In this paper, the mathematical modeling and simulations of a concentrating solar power system located at the Middle East Technical University Northern Cyprus Campus are presented. The system consists of parabolic trough collectors (PTCs), a propane boiler, an organic Rankine cycle (ORC), and a wet cooling tower. Presently, the PTC field is severely undersized with respect to the ORC making the system impossible to operate without burning significant propane. Expanding the solar field could result in better system performance. Hourly, daily and seasonal variations in the performance of this system are simulated using hourly meteorological data for Larnaca, Cyprus, over an entire year. Because the ORC is driven using a relatively low-temperature heat source rather than PTCs, the usage of nonconcentrating evacuated tube collectors that collect both beam and diffuse radiation is explored. The performance of east–west and north–south–tracking axis PTCs and the entire inventory of nonconcentrating evacuated tube collectors that were rated by the Solar Rating and Certification Corporation are compared in terms of annual performance metrics. Based on the simulations, several nonconcentrating evacuated tube collectors are identified with better thermal performance than PTCs, and the feasibility of using these collectors should be explored further. Copyright © 2013 John Wiley & Sons, Ltd.
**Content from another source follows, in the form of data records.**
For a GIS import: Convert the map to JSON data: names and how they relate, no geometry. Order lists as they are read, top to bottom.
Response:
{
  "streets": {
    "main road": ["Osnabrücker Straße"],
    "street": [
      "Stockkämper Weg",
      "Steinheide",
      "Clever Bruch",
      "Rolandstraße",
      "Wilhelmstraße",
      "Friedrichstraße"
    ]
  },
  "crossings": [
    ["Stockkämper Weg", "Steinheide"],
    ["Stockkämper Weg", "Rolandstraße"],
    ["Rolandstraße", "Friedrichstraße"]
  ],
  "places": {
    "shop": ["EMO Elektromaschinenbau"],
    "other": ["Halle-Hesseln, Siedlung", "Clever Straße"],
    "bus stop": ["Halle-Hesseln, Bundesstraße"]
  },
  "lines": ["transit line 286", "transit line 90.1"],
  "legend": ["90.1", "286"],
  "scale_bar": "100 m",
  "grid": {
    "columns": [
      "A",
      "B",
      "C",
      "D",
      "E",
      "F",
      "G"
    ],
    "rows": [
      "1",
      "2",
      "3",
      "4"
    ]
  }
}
In this paper, the mathematical modeling and simulations of a concentrating solar power system are presented. Hourly, daily and seasonal variations in the performance of this system are simulated using hourly meteorological data. The paper demonstrates a detailed comparison of parabolic trough collectors and evacuated tube collectors coupled with an organic Rankine cycle. It provides important results for low-temperature solar energy conversion systems.